• Task details:
Write out every record again, exactly.

• Given entries:
***

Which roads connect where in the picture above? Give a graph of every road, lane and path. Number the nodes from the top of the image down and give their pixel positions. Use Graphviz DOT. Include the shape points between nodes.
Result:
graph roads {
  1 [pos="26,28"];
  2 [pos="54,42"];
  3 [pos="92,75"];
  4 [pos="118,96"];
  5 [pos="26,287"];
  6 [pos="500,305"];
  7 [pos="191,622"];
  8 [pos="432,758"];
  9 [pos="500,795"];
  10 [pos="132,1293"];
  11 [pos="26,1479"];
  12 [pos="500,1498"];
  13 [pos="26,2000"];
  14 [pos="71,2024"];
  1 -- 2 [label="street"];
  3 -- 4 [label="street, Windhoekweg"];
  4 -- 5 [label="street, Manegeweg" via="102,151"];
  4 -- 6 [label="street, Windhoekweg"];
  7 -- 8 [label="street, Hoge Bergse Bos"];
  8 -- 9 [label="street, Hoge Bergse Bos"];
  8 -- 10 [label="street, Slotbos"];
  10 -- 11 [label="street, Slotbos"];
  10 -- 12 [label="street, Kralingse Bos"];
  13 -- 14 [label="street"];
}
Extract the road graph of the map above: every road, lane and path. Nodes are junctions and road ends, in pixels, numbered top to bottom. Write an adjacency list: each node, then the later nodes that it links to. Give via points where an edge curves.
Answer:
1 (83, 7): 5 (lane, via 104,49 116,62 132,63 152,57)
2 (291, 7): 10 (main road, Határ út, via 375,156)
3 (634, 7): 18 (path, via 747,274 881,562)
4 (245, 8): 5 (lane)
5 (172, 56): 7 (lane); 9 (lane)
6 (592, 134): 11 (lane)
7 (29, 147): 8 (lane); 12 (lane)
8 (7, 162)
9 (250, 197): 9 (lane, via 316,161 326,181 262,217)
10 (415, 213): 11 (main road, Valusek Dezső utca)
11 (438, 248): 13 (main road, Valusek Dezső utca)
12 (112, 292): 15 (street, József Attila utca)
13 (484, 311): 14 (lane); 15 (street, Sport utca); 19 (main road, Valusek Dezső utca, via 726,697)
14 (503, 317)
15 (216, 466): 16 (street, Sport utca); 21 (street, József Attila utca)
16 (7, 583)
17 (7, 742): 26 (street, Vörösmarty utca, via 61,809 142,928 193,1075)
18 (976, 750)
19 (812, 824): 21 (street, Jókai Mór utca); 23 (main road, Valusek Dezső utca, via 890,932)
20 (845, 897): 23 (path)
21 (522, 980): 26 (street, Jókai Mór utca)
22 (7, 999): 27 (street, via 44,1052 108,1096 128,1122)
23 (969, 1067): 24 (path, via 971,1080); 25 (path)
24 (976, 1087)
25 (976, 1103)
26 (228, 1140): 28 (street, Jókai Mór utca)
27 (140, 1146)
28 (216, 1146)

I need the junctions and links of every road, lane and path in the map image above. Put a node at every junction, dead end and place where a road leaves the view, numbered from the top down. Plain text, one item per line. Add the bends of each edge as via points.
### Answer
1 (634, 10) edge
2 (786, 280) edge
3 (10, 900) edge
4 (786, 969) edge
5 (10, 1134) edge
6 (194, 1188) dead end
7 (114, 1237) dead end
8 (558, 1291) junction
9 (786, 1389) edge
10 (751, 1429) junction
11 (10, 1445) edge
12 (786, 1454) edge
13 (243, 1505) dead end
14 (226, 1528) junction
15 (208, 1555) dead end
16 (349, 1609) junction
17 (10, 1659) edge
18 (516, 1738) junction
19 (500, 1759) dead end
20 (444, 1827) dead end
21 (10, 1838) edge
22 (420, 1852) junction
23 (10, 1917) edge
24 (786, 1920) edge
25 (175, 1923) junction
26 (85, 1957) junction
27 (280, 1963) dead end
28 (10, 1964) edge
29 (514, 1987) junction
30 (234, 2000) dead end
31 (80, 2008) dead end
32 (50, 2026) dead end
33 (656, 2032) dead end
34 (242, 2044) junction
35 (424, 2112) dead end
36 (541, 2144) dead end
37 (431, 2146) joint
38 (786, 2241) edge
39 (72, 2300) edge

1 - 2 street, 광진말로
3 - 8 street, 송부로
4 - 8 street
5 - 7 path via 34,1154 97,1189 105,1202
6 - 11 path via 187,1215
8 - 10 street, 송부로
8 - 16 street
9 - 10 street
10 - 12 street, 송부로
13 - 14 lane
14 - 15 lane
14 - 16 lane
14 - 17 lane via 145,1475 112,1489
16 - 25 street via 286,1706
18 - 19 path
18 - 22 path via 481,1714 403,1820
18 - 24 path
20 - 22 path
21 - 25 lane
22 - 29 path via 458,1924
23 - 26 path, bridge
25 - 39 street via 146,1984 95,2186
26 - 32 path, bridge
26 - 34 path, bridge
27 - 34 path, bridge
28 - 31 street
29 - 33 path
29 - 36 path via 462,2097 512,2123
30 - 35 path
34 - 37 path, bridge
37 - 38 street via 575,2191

***

• Exercise result:
Which roads connect where in the picture above? Give a graph of every road, lane and path. Number the nodes from the top of the image down and give their pixel positions. Use Graphviz DOT. Include the shape points between nodes.
Result:
graph roads {
  1 [pos="26,28"];
  2 [pos="54,42"];
  3 [pos="92,75"];
  4 [pos="118,96"];
  5 [pos="26,287"];
  6 [pos="500,305"];
  7 [pos="191,622"];
  8 [pos="432,758"];
  9 [pos="500,795"];
  10 [pos="132,1293"];
  11 [pos="26,1479"];
  12 [pos="500,1498"];
  13 [pos="26,2000"];
  14 [pos="71,2024"];
  1 -- 2 [label="street"];
  3 -- 4 [label="street, Windhoekweg"];
  4 -- 5 [label="street, Manegeweg" via="102,151"];
  4 -- 6 [label="street, Windhoekweg"];
  7 -- 8 [label="street, Hoge Bergse Bos"];
  8 -- 9 [label="street, Hoge Bergse Bos"];
  8 -- 10 [label="street, Slotbos"];
  10 -- 11 [label="street, Slotbos"];
  10 -- 12 [label="street, Kralingse Bos"];
  13 -- 14 [label="street"];
}
Extract the road graph of the map above: every road, lane and path. Nodes are junctions and road ends, in pixels, numbered top to bottom. Write an adjacency list: each node, then the later nodes that it links to. Give via points where an edge curves.
Answer:
1 (83, 7): 5 (lane, via 104,49 116,62 132,63 152,57)
2 (291, 7): 10 (main road, Határ út, via 375,156)
3 (634, 7): 18 (path, via 747,274 881,562)
4 (245, 8): 5 (lane)
5 (172, 56): 7 (lane); 9 (lane)
6 (592, 134): 11 (lane)
7 (29, 147): 8 (lane); 12 (lane)
8 (7, 162)
9 (250, 197): 9 (lane, via 316,161 326,181 262,217)
10 (415, 213): 11 (main road, Valusek Dezső utca)
11 (438, 248): 13 (main road, Valusek Dezső utca)
12 (112, 292): 15 (street, József Attila utca)
13 (484, 311): 14 (lane); 15 (street, Sport utca); 19 (main road, Valusek Dezső utca, via 726,697)
14 (503, 317)
15 (216, 466): 16 (street, Sport utca); 21 (street, József Attila utca)
16 (7, 583)
17 (7, 742): 26 (street, Vörösmarty utca, via 61,809 142,928 193,1075)
18 (976, 750)
19 (812, 824): 21 (street, Jókai Mór utca); 23 (main road, Valusek Dezső utca, via 890,932)
20 (845, 897): 23 (path)
21 (522, 980): 26 (street, Jókai Mór utca)
22 (7, 999): 27 (street, via 44,1052 108,1096 128,1122)
23 (969, 1067): 24 (path, via 971,1080); 25 (path)
24 (976, 1087)
25 (976, 1103)
26 (228, 1140): 28 (street, Jókai Mór utca)
27 (140, 1146)
28 (216, 1146)

I need the junctions and links of every road, lane and path in the map image above. Put a node at every junction, dead end and place where a road leaves the view, numbered from the top down. Plain text, one item per line. Add the bends of each edge as via points.
### Answer
1 (634, 10) edge
2 (786, 280) edge
3 (10, 900) edge
4 (786, 969) edge
5 (10, 1134) edge
6 (194, 1188) dead end
7 (114, 1237) dead end
8 (558, 1291) junction
9 (786, 1389) edge
10 (751, 1429) junction
11 (10, 1445) edge
12 (786, 1454) edge
13 (243, 1505) dead end
14 (226, 1528) junction
15 (208, 1555) dead end
16 (349, 1609) junction
17 (10, 1659) edge
18 (516, 1738) junction
19 (500, 1759) dead end
20 (444, 1827) dead end
21 (10, 1838) edge
22 (420, 1852) junction
23 (10, 1917) edge
24 (786, 1920) edge
25 (175, 1923) junction
26 (85, 1957) junction
27 (280, 1963) dead end
28 (10, 1964) edge
29 (514, 1987) junction
30 (234, 2000) dead end
31 (80, 2008) dead end
32 (50, 2026) dead end
33 (656, 2032) dead end
34 (242, 2044) junction
35 (424, 2112) dead end
36 (541, 2144) dead end
37 (431, 2146) joint
38 (786, 2241) edge
39 (72, 2300) edge

1 - 2 street, 광진말로
3 - 8 street, 송부로
4 - 8 street
5 - 7 path via 34,1154 97,1189 105,1202
6 - 11 path via 187,1215
8 - 10 street, 송부로
8 - 16 street
9 - 10 street
10 - 12 street, 송부로
13 - 14 lane
14 - 15 lane
14 - 16 lane
14 - 17 lane via 145,1475 112,1489
16 - 25 street via 286,1706
18 - 19 path
18 - 22 path via 481,1714 403,1820
18 - 24 path
20 - 22 path
21 - 25 lane
22 - 29 path via 458,1924
23 - 26 path, bridge
25 - 39 street via 146,1984 95,2186
26 - 32 path, bridge
26 - 34 path, bridge
27 - 34 path, bridge
28 - 31 street
29 - 33 path
29 - 36 path via 462,2097 512,2123
30 - 35 path
34 - 37 path, bridge
37 - 38 street via 575,2191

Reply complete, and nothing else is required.